Auditing/Auditing
Expert: Consuelo Herrera, International Accountant and Fraud Examiner - 9/21/2009
QuestionHow long after an employee leaves contractor A is it ethical to perform a financial audit of contractor A, if the ex-employee is being hired on a contract basis by company B where contractor A is working?
AnswerDear Ronald,
Thank you for contacting me.
Coupled with ethical matters is the contract clause that states how long you are prevented for working in the same geographical area,and other variables included in a covenant not to compete. I am aware of many auditors who have been bound by these coventants for two years when working in the same geographical area.
Findlaw Library portrays this situation with respect to an employee and I am including it for your information as I consider it can give you helpful insights.
In brief, the contract should spell out your limitations. Ethical matters are up to each individual because what is right and wrong has a fine line that many times become subjective depending on our interests.
Here is the information related to Covenant Not to Compete from the FindLaw Library.
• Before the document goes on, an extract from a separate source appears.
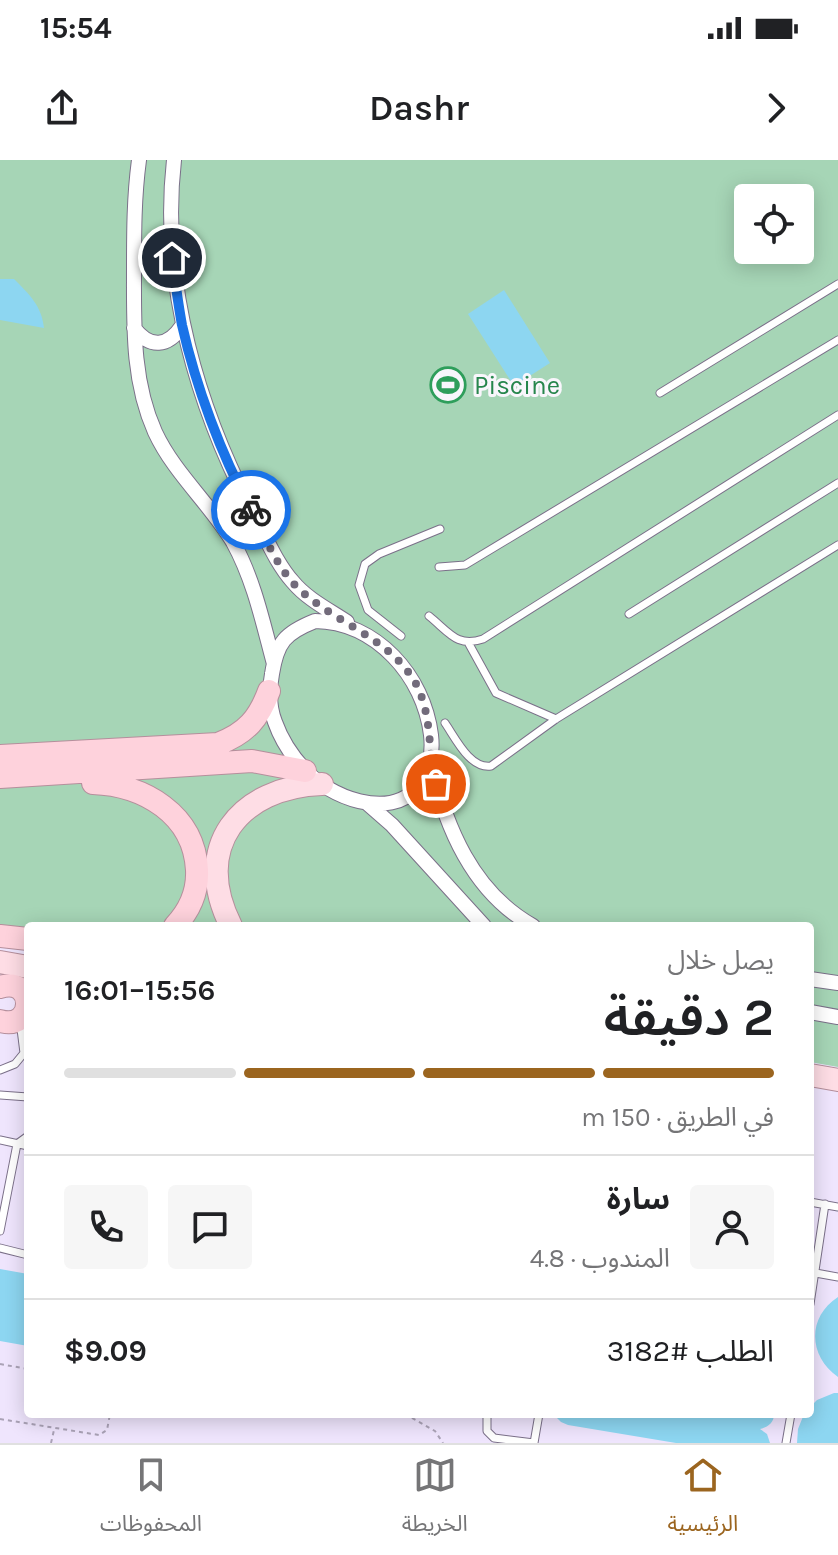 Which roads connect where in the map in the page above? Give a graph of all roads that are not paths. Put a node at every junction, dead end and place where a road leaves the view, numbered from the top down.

Best wishes for your success,
Sincerely,
Consuelo Herrera, CAMS, CFE
www.fraudsolutionsinternational.com
Reasonableness of the Restraint
In deciding whether to enforce the covenant, courts will consider whether, based on the specific circumstances, the covenant is reasonably necessary to protect the employer's legitimate business interests, or whether the covenant is too broad and unduly burdensome on the employee. Courts making this determination will evaluate both the duration and scope of the restraint.
Duration. What is a reasonable length of time depends on the particular facts. If the covenant is designed to protect confidential information, then its duration should not extend beyond the time at which the information would be expected to become stale. If the covenant is designed to protect customer relationships, it should not last longer than the length of time reasonably needed to erase the association between the former employee and employer in the customer's mind. Courts routinely find covenants that last one year, and sometimes two or three years, to be reasonable in duration.
Scope. Courts look at whether the geographical area covered is reasonable in light of the interests to be protected. This depends in part on the specific services that were performed by the employee, and the employer's interests that are at stake. As to sales representatives, for example, covenants that apply to geographical areas in which the employees did not work for their former employers are frequently considered overbroad. Courts will generally not restrain a former employee from working in a geographical area in which the former employer does not do business. In the case of sales representatives, the territorial scope of the restraint may also properly be defined by the customers with whom the employee had contact, rather than by geography.
As to managerial and technical employees, courts may enforce covenants that apply in any area in which the former employer competes, if the new position threatens the use or disclosure of the former employer's confidential information. Courts recognize that as to managerial and technical employees, the geographic location where the employee will be working is less important than the services the employee will be providing, i.e., whether the employee is going to be working on similar products or services for the new employer.
Overbroad Covenant. If a court finds the covenant is too broad, it may narrow its duration or scope and enforce it as modified. However, if the covenant is so overbroad on its face that it was clearly intended to prevent lawful competition rather than to protect legitimate business interests, the court may refuse to enforce it at all. For example, a covenant that restrains an employee from competing in any capacity anywhere in the world is more likely to be stricken in its entirety rather than judicially modified. The rationale is that otherwise employers would have no incentive to draft reasonable covenants in the first place, and employees unaware of their rights would assume they are bound by the unenforceable covenants.
Relief
If a former employee is breaching an enforceable covenant, courts will typically enforce the covenant by issuing an injunction restraining the employee from violating the covenant. The court may also award money damages for losses already caused by the breach. Hiring an employee in violation of an enforceable covenant may also subject the new employer to liability for damages, which may include the former employer's attorney fees incurred in seeking judicial enforcement of the restraint. When hiring an employee subject to covenant not to compete, it is therefore important to determine whether doing so will violate an enforceable covenant.
Sale of Business
Finally, covenants not to compete are also frequently used in the context of a sale of a business. The general principle that such covenants are only enforceable to the extent reasonably necessary to protect legitimate business interests applies in the sale-of-business context as well. However, courts apply this standard much more liberally in the sale-of-business context, where enforcement is rarely refused.